- Description of the task
Whatever the records contain, reproduce all of them exactly.

_ _ _ _ _

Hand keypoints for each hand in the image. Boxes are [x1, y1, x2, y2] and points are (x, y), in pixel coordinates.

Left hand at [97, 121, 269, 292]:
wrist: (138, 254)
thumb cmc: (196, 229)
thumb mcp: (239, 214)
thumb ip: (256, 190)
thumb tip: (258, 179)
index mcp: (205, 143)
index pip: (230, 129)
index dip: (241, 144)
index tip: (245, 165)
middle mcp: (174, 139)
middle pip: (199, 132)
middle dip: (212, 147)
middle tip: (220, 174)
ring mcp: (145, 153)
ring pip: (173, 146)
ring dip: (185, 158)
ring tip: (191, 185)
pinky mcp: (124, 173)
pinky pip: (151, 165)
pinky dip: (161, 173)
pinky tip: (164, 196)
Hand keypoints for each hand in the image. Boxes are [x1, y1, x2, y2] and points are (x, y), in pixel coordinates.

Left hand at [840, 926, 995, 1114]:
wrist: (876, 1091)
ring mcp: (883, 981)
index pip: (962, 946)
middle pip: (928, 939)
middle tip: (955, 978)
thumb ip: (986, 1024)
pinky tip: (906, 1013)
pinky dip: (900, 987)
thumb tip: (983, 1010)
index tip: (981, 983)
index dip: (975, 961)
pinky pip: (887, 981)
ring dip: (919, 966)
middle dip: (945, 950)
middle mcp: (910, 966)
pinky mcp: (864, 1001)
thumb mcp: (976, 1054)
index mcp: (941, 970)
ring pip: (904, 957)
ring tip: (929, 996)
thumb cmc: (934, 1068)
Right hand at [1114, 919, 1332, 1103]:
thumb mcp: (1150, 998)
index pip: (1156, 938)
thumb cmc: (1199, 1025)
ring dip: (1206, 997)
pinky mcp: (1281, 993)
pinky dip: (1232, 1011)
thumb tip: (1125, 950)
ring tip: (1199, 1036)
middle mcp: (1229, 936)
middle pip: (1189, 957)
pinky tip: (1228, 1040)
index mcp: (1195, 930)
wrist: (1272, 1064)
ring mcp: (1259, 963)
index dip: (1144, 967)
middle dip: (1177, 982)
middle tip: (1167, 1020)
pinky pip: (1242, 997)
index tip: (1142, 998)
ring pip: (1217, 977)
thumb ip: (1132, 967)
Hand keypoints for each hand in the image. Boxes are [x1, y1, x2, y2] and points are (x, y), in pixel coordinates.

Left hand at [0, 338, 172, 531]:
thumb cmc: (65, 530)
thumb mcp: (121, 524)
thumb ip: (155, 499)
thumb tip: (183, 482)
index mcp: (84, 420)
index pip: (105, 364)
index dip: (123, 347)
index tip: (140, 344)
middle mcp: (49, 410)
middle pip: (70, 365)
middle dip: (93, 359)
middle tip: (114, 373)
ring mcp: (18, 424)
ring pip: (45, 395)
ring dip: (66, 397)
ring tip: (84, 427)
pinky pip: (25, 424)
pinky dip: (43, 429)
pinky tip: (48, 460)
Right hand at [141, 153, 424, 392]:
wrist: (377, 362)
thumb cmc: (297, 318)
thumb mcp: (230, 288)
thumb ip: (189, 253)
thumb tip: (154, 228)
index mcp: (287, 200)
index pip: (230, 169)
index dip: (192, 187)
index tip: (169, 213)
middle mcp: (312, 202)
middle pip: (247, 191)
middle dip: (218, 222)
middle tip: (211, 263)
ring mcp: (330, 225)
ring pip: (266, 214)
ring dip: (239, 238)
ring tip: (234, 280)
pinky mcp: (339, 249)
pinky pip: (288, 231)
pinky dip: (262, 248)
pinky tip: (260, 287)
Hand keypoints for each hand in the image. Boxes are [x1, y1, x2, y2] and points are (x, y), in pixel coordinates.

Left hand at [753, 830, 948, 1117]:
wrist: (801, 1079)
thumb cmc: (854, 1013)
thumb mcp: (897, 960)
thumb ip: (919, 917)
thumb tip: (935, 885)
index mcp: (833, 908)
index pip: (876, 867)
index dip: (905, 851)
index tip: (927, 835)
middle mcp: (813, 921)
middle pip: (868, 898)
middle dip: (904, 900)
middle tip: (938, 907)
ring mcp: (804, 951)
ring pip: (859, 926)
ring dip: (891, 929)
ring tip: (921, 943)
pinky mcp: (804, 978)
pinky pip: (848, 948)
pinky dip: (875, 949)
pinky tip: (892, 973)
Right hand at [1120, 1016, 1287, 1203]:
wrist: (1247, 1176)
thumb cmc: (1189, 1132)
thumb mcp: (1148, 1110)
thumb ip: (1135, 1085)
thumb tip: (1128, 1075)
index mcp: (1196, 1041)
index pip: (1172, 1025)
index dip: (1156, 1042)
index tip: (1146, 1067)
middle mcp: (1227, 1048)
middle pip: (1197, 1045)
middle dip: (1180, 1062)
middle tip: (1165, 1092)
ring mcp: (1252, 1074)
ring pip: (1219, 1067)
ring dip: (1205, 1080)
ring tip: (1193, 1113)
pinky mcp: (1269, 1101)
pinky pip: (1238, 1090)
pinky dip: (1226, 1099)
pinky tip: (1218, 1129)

_ _ _ _ _

- Exercise output
Hand keypoints for each hand in the image. Boxes are [x1, y1, x2, y2] and points are (x, y), in pixel coordinates.

Left hand at [97, 121, 269, 292]:
wrist: (138, 254)
thumb cmc: (196, 229)
thumb mcp: (239, 214)
thumb ip: (256, 190)
thumb tip: (258, 179)
index mcp: (205, 143)
index pip: (230, 129)
index dip: (241, 144)
index tip: (245, 165)
middle mcp: (174, 139)
middle pip: (199, 132)
middle dip: (212, 147)
middle tip: (220, 174)
ring mcp: (145, 153)
ring pip: (173, 146)
ring dip: (185, 158)
ring tip: (191, 185)
pinky mcp: (124, 173)
pinky pip: (151, 165)
pinky dip: (161, 173)
pinky tip: (164, 196)
Hand keypoints for each hand in the image. Boxes are [x1, y1, x2, y2] and points are (x, y), in pixel coordinates.

Left hand at [840, 926, 995, 1114]:
wrist: (876, 1091)
ring mcp: (883, 981)
index pip: (962, 946)
middle pip: (928, 939)
middle tip: (955, 978)
thumb ip: (986, 1024)
pinky tip: (906, 1013)
pinky dip: (900, 987)
thumb tip: (983, 1010)
index tip: (981, 983)
index dip: (975, 961)
pinky pip: (887, 981)
ring dip: (919, 966)
middle dip: (945, 950)
middle mcp: (910, 966)
pinky mcp: (864, 1001)
thumb mcp: (976, 1054)
index mcp: (941, 970)
ring pip: (904, 957)
ring tip: (929, 996)
thumb cmc: (934, 1068)
Right hand at [1114, 919, 1332, 1103]:
thumb mcp: (1150, 998)
index pip: (1156, 938)
thumb cmc: (1199, 1025)
ring dip: (1206, 997)
pinky mcp: (1281, 993)
pinky dip: (1232, 1011)
thumb tip: (1125, 950)
ring tip: (1199, 1036)
middle mcp: (1229, 936)
middle pip: (1189, 957)
pinky tip: (1228, 1040)
index mcp: (1195, 930)
wrist: (1272, 1064)
ring mcp: (1259, 963)
index dip: (1144, 967)
middle dip: (1177, 982)
middle tip: (1167, 1020)
pinky pip: (1242, 997)
index tip: (1142, 998)
ring pip: (1217, 977)
thumb ip: (1132, 967)
Hand keypoints for each hand in the image. Boxes are [x1, y1, x2, y2] and points are (x, y), in pixel coordinates.

Left hand at [0, 338, 172, 531]:
thumb cmc: (65, 530)
thumb mcp: (121, 524)
thumb ip: (155, 499)
thumb tip: (183, 482)
index mcp: (84, 420)
index pip: (105, 364)
index dip: (123, 347)
index tip: (140, 344)
middle mcp: (49, 410)
middle pip: (70, 365)
middle dip: (93, 359)
middle tip: (114, 373)
ring mcp: (18, 424)
ring pip: (45, 395)
ring dip: (66, 397)
ring tip: (84, 427)
pinky pip: (25, 424)
pinky dip: (43, 429)
pinky tip: (48, 460)
Right hand at [141, 153, 424, 392]:
wrist: (377, 362)
thumb cmc: (297, 318)
thumb mcp: (230, 288)
thumb ip: (189, 253)
thumb tip: (154, 228)
index mcp: (287, 200)
index pip: (230, 169)
index dip: (192, 187)
index tip: (169, 213)
middle mcp: (312, 202)
middle pip: (247, 191)
middle dip: (218, 222)
middle tip: (211, 263)
ring mcp: (330, 225)
ring pip: (266, 214)
ring dip: (239, 238)
ring tip: (234, 280)
pinky mcp: (339, 249)
pinky pip: (288, 231)
pinky dip: (262, 248)
pinky tip: (260, 287)
Hand keypoints for each hand in the image. Boxes are [x1, y1, x2, y2] and points are (x, y), in pixel coordinates.

Left hand at [753, 830, 948, 1117]:
wrist: (801, 1079)
thumb cmc: (854, 1013)
thumb mcp: (897, 960)
thumb ip: (919, 917)
thumb tip: (935, 885)
index mcp: (833, 908)
index pip: (876, 867)
index dip: (905, 851)
index tip: (927, 835)
middle mcp: (813, 921)
middle pip: (868, 898)
middle dip: (904, 900)
middle tip: (938, 907)
ring mcp: (804, 951)
ring pip: (859, 926)
ring dip: (891, 929)
ring tip: (921, 943)
pinky mcp: (804, 978)
pinky pip: (848, 948)
pinky dip: (875, 949)
pinky tip: (892, 973)
Right hand at [1120, 1016, 1287, 1203]:
wrist: (1247, 1176)
thumb cmc: (1189, 1132)
thumb mcp: (1148, 1110)
thumb ip: (1135, 1085)
thumb tip: (1128, 1075)
index mcp: (1196, 1041)
index pip: (1172, 1025)
index dip: (1156, 1042)
index tip: (1146, 1067)
middle mcp: (1227, 1048)
middle pip: (1197, 1045)
middle dip: (1180, 1062)
middle tip: (1165, 1092)
ring mcp: (1252, 1074)
ring pip: (1219, 1067)
ring dip: (1205, 1080)
ring tip: (1193, 1113)
pinky mcp: (1269, 1101)
pinky pip: (1238, 1090)
pinky dip: (1226, 1099)
pinky tip: (1218, 1129)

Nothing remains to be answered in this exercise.